O irmão de Ester não pôde deixar imediatamente o trabalho para ver com os próprios olhos o que a esposa tinha lhe adiantado. Apesar de ter permissão para deixar a loja quando fosse chamado para auxiliar a irmã, havia um trabalho inadiável para ser realizado. No entanto, a ansiedade o acompanhou durante todo o dia, assim como a desatenção. Quando ter-minou já estava próximo o fim do turno. Saiu apressado, tomou o ônibus. Uma hora e meia. Chegou em casa. Sabia que a esposa estava na escola, dando aula e que Ester havia ficado com Carmem.

— Ela não desceu nem para almoçar. Tive que levar a comida — a empregada informou.

— Tamires disse que ela está escrevendo.

— É verdade. Subi algumas vezes para ver se tudo estava bem e a vi com a caneta em punho. Parecia concentrada.

— Eu vou falar com ela — Ernesto subiu as escadas.

Deu dois toques na porta. Abriu e entrou. Ester já o aguardava em pé. Os olhos da mesma cor se encontraram. Eram irmãos, mas apenas um sabia disso.

— Olá — ele tentou ser cordial. — Soube que está escrevendo um livro.

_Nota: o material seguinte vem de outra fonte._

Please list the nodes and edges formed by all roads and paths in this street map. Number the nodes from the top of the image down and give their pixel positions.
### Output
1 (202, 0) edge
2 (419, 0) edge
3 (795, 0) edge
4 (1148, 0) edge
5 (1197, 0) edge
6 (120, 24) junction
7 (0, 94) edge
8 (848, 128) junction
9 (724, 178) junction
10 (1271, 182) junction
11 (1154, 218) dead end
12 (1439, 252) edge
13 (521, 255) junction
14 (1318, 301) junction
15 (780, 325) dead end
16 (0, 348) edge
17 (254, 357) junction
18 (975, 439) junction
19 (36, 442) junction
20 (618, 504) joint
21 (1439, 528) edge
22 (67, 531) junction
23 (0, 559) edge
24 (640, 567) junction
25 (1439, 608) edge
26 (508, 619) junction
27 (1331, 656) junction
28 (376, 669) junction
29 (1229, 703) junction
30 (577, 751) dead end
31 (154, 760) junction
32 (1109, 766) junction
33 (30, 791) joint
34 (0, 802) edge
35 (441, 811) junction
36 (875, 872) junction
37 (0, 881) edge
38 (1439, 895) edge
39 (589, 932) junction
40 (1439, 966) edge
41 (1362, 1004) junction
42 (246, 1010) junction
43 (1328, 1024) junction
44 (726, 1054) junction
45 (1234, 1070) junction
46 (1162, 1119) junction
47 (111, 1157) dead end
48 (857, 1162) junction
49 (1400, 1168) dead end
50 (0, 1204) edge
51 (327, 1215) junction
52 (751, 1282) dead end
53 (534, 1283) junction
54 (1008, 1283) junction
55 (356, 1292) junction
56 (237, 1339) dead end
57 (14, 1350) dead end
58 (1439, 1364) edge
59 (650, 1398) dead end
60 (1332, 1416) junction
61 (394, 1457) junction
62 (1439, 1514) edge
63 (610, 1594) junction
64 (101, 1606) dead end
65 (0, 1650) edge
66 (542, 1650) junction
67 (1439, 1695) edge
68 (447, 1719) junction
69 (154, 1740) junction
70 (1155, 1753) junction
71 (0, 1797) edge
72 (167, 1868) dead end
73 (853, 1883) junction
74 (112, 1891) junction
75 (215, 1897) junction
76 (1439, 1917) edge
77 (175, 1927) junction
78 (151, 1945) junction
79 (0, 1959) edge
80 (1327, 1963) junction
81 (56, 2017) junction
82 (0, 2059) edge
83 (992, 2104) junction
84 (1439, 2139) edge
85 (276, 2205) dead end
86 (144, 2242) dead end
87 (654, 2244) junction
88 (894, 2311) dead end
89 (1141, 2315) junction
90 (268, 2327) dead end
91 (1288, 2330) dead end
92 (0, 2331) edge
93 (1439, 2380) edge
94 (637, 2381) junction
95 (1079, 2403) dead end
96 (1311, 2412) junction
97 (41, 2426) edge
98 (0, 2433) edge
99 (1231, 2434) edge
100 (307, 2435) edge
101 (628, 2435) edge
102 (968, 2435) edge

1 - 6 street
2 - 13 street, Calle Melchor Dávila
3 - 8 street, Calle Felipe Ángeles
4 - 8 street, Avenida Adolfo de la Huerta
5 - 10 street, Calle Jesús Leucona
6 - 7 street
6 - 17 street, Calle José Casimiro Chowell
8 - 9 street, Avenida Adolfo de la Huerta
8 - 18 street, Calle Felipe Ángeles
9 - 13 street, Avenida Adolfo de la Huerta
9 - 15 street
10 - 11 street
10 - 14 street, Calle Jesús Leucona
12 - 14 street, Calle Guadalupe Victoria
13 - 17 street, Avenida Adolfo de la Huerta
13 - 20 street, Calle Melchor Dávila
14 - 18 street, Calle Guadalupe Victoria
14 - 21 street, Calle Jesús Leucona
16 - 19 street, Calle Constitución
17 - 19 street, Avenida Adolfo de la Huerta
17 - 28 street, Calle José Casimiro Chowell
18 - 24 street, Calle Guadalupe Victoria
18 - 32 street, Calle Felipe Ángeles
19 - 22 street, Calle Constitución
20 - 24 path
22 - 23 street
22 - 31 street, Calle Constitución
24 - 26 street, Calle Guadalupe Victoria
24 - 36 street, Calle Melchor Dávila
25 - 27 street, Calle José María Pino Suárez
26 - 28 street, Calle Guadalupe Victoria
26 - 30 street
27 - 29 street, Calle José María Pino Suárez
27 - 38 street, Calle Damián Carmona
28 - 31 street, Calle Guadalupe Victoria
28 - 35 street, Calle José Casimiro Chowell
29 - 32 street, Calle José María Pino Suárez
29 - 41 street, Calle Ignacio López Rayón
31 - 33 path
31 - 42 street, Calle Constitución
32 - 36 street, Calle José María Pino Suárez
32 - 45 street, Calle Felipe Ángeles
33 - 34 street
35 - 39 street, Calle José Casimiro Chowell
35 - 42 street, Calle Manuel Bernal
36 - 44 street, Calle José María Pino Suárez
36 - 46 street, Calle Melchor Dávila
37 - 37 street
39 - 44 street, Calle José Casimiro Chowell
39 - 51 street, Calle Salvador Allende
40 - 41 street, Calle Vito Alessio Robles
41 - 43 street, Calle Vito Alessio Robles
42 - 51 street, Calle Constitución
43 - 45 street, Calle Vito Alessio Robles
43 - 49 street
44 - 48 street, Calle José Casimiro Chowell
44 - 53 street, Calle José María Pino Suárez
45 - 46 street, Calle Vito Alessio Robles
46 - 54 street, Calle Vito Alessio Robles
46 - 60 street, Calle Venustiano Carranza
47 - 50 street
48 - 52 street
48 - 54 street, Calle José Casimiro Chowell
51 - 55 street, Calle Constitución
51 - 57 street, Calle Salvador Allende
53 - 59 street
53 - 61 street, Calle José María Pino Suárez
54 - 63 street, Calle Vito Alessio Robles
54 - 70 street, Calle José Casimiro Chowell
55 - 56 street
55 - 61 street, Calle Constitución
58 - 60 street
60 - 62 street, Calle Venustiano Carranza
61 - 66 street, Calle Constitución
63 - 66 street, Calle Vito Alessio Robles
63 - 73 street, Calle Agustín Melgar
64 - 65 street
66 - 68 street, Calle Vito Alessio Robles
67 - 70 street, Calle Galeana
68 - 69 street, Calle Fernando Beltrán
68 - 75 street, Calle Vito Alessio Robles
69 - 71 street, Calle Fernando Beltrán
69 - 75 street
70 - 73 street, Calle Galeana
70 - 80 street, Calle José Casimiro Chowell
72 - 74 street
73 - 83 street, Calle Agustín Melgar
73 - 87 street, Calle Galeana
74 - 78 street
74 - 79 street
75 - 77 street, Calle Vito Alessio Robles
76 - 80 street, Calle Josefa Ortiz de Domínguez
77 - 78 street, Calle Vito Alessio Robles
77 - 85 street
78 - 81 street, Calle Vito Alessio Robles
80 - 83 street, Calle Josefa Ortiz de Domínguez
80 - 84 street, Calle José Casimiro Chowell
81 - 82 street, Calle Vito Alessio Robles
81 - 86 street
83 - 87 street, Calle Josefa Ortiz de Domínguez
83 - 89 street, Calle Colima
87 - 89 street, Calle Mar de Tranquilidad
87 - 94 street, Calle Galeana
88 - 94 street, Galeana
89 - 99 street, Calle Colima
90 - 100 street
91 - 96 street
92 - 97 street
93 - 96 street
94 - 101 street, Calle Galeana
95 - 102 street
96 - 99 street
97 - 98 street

— Como soube? Ainda não mostrei a ninguém.

— Ester, conversamos algumas vezes sobre isso. Você se esquece das coisas.

Ela abaixou a cabeça.

— Eu bem que desconfiei que havia algo de errado. Este corpo que tenho não é o meu de verdade. Eu deveria ser mais nova...

— Sim, sua mente é jovem. Ela está parada no tempo, mas as outras coisas não. Eu sou o seu irmão Ernesto.

Ela riu.

— Noto semelhança. Tenho escrito sobre as coisas que reconheço, embora não saiba como. Não me espantaria se você fosse mesmo o meu irmão mais novo.

O coração de Ernesto deu um pulo. Estava tendo uma conversa de verdade com a irmã? Ele a observou ir até a escrivaninha e juntar as folhas com cuidado. Depois vindo em sua direção.

— Pode me ajudar a entender o que escrevo? Essas pessoas existem de verdade? — entregou-lhe o monte de folhas.